Em algum momento, é necessário acreditar nas pessoas. Afinal, ninguém é completamente mau e certamente ninguém é um mentiroso em todos os momentos. Portanto, sim, pode ser que alguns líderes que se mostram orgulhosos do cumprimento das suas missões estejam realmente a falar com sinceridade. Pode ser que sintam, de facto, que cumpriram com sucesso as suas obrigações.
É nesta reflexão que se encontra a essência deste editorial. Se todos aqueles a quem foi confiada a tarefa de servir o país e o povo, nas mais variadas áreas, terminam os seus mandatos completamente satisfeitos com as suas realizações, mesmo que as condições de vida tenham piorado, então talvez seja preciso admitir que a sua verdadeira missão era, de facto, tornar a vida dos cidadãos comuns ainda mais difícil.

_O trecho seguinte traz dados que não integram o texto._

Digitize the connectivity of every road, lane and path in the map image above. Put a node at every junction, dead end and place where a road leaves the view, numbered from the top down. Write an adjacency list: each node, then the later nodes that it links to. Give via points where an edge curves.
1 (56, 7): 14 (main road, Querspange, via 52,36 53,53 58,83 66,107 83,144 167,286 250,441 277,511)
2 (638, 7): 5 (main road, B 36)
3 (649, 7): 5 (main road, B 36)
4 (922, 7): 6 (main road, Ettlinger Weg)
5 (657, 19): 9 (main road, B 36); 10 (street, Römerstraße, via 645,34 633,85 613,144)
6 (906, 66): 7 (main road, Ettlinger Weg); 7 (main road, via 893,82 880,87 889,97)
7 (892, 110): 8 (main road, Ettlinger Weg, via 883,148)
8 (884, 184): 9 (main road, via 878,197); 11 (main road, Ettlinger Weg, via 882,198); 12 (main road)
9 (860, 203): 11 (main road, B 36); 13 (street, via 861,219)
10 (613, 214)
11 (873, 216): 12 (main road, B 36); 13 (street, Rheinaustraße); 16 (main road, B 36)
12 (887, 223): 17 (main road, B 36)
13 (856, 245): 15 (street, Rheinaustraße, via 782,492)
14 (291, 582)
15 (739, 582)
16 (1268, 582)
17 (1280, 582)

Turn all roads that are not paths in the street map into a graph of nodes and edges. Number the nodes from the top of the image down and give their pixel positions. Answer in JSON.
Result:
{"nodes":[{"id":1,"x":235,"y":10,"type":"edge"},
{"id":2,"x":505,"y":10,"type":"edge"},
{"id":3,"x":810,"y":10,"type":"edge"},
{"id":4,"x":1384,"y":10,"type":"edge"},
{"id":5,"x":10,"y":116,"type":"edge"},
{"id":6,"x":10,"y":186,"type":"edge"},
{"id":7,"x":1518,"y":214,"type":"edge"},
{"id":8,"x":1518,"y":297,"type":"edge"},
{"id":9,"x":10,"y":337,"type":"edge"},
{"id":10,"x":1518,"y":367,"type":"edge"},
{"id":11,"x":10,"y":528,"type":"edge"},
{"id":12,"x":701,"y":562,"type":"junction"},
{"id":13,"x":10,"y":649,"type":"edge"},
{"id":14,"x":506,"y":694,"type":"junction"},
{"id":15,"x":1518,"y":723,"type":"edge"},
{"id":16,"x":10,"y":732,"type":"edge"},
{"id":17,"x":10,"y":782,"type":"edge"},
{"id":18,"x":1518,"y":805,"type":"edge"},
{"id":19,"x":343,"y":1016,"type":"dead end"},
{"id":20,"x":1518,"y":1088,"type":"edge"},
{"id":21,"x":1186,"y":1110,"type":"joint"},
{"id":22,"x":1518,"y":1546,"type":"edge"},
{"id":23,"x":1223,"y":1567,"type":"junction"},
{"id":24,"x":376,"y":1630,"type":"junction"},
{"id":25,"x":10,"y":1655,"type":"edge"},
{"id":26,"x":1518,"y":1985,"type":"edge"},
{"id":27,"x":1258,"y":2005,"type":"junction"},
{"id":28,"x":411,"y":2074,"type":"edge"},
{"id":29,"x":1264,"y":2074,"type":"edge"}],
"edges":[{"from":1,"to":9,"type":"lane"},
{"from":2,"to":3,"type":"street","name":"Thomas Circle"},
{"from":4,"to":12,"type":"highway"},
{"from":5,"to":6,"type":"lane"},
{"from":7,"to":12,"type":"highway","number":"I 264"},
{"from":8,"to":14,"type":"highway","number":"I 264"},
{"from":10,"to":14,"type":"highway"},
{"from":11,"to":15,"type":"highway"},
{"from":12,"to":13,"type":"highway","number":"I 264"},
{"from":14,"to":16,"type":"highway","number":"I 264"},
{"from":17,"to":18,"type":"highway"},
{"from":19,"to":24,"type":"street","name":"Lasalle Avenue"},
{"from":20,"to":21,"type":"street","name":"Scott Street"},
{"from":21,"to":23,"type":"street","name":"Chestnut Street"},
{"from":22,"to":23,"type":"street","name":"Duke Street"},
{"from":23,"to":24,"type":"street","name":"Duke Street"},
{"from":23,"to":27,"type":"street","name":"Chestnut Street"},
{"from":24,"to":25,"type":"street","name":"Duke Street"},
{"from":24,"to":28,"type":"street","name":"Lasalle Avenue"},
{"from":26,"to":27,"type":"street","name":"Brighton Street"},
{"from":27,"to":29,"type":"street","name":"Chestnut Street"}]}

Desde que Moçambique se tornou independente, raramente testemunhámos verdadeiros progressos. E não estamos a falar do crescimento do Produto Interno Bruto, que é frequentemente enganador, mas sim da melhoria das condições de vida dos cidadãos. O Presidente Guebuza, apesar de ter contribuído para a infra-estruturação do país, deixou os moçambicanos a viver pior do que quando iniciou o seu mandato na Ponta Vermelha. Com o Presidente Nyusi, a história parece repetir-se, mas com consequências ainda mais graves.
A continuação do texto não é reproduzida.